His activity was suffering and his suffering an action. It was one single work that Christ accomplished, but one so rich, so valuable in the eyes of God, that the righteousness of God was completely satisfied by it, all the demands of the law were fully met by it, and the whole of [our] eternal salvation was secured by it (p. 395).
With regard to the extent of Jesus’ death, which
was “vicarious satisfaction,” Bavinck held that “it was God’s will and intent
that Christ made his sacrifice…only for the sins of those whom the Father had
given him” (p. 464). Not only is
the application of the salvation of the cross limited, but also the
“acquisition” of salvation by the cross was limited to the elect. “The application of salvation must therefore
extend just as far as its acquisition.
The application is comprehended in it and is its necessary development”
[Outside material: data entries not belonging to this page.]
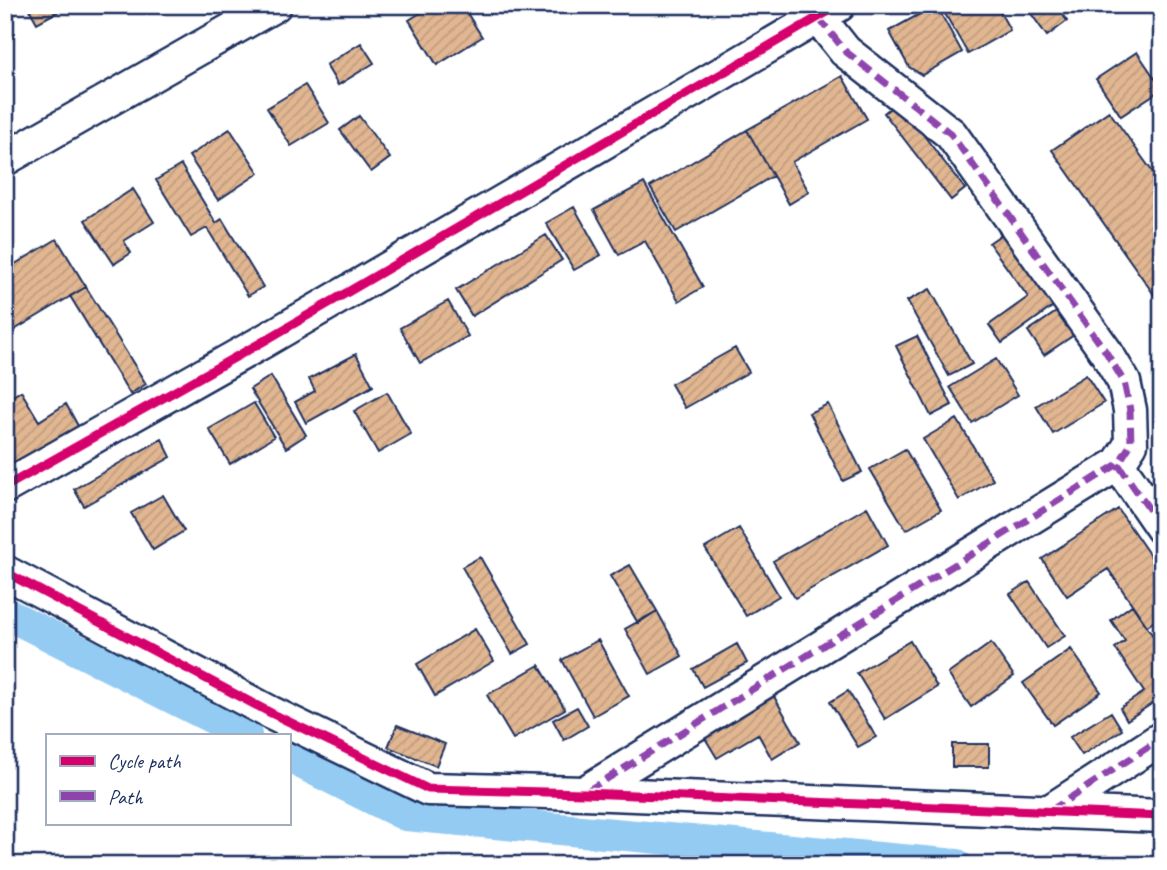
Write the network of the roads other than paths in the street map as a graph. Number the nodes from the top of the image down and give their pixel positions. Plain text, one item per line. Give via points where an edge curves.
1 (275, 5) edge
2 (829, 11) edge
3 (5, 159) edge
4 (1118, 464) junction
5 (5, 487) edge
6 (1162, 528) edge
7 (5, 572) edge
8 (1162, 738) edge
9 (584, 793) junction
10 (1050, 811) junction
11 (1162, 816) edge

1 - 3 street
2 - 4 street via 845,51 951,134 1106,352 1124,382 1130,410 1131,444
2 - 5 street
4 - 6 street
4 - 9 street
7 - 9 street via 271,713 428,789
8 - 10 street
9 - 10 street
10 - 11 street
(p. 467). In his defense of the doctrine
of limited atonement, Bavinck leans heavily on the Canons of Dordt, II/8.
Discussing the extent of the atonement and its relation to the
very nature of Christ’s death, Bavinck—the irenic Bavinck—condemned the
Arminianism of the five Arminian Articles of 1610—those rejected by the Synod
of Dordt—as a “totally different view of Christianity as a whole” (p.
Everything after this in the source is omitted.